--- About this task ---
Apart from the pictures, please restate every entry below exactly.

##### Exercise material

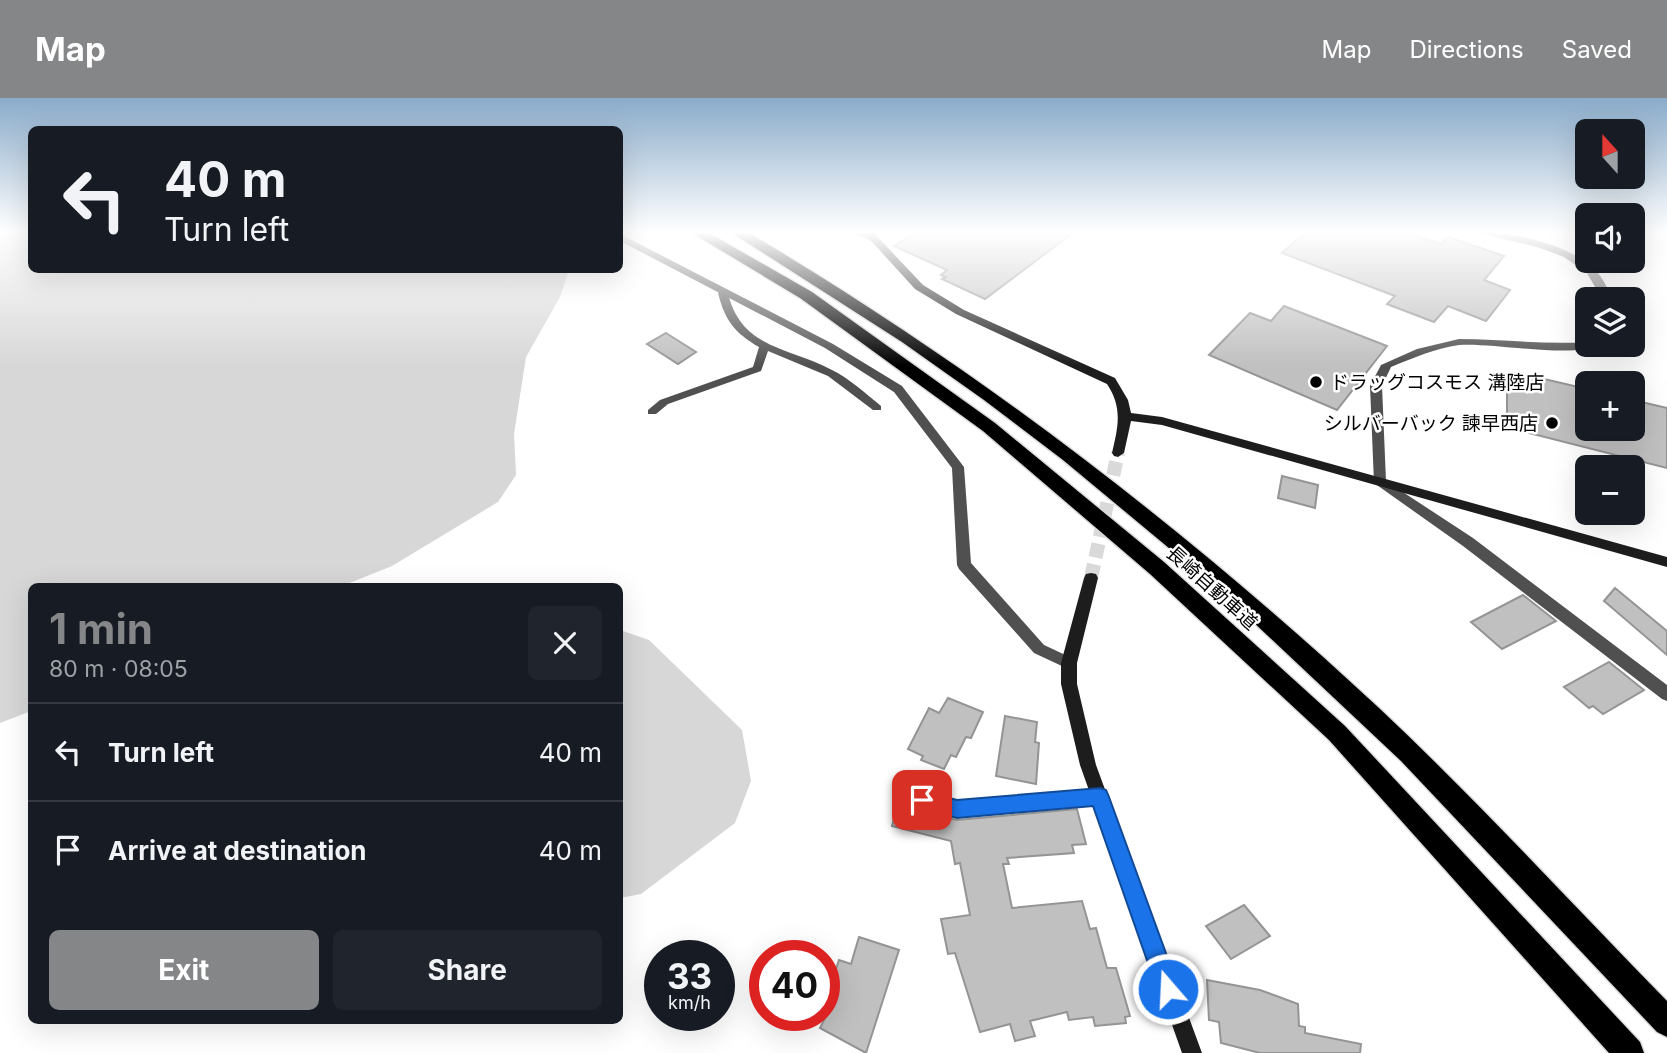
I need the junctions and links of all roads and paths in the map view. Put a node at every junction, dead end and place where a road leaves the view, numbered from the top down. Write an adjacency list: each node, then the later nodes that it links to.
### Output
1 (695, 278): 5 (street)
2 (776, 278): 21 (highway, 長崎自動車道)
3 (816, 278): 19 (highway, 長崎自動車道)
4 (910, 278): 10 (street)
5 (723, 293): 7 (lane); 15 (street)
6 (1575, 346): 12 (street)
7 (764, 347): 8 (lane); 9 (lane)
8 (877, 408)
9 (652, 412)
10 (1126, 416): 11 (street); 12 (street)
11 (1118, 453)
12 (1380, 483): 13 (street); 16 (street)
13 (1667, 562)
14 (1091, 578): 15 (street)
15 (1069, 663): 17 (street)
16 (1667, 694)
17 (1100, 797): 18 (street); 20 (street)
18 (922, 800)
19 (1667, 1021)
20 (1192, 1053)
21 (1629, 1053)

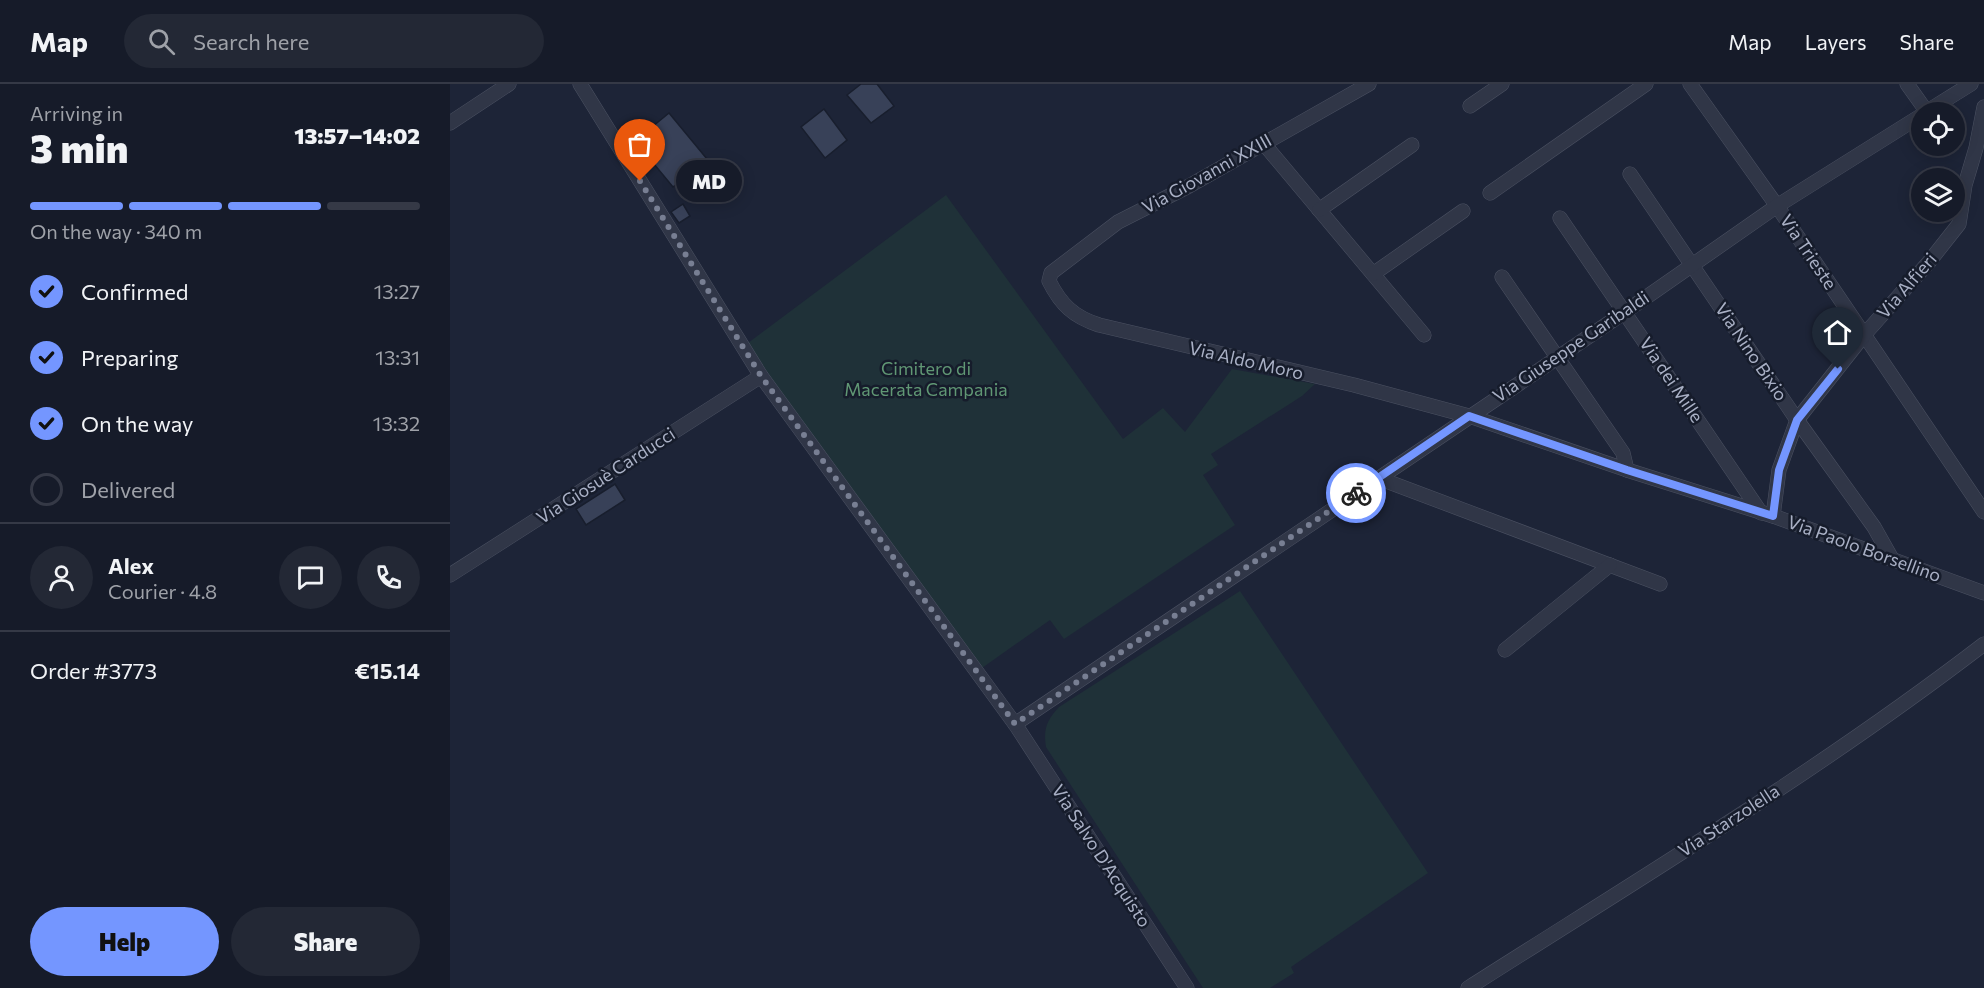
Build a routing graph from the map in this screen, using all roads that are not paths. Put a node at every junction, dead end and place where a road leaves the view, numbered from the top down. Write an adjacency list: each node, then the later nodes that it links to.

##########

--- Solution for this problem ---
I need the junctions and links of all roads and paths in the map view. Put a node at every junction, dead end and place where a road leaves the view, numbered from the top down. Write an adjacency list: each node, then the later nodes that it links to.
### Output
1 (695, 278): 5 (street)
2 (776, 278): 21 (highway, 長崎自動車道)
3 (816, 278): 19 (highway, 長崎自動車道)
4 (910, 278): 10 (street)
5 (723, 293): 7 (lane); 15 (street)
6 (1575, 346): 12 (street)
7 (764, 347): 8 (lane); 9 (lane)
8 (877, 408)
9 (652, 412)
10 (1126, 416): 11 (street); 12 (street)
11 (1118, 453)
12 (1380, 483): 13 (street); 16 (street)
13 (1667, 562)
14 (1091, 578): 15 (street)
15 (1069, 663): 17 (street)
16 (1667, 694)
17 (1100, 797): 18 (street); 20 (street)
18 (922, 800)
19 (1667, 1021)
20 (1192, 1053)
21 (1629, 1053)

Build a routing graph from the map in this screen, using all roads that are not paths. Put a node at every junction, dead end and place where a road leaves the view, numbered from the top down. Write an adjacency list: each node, then the later nodes that it links to.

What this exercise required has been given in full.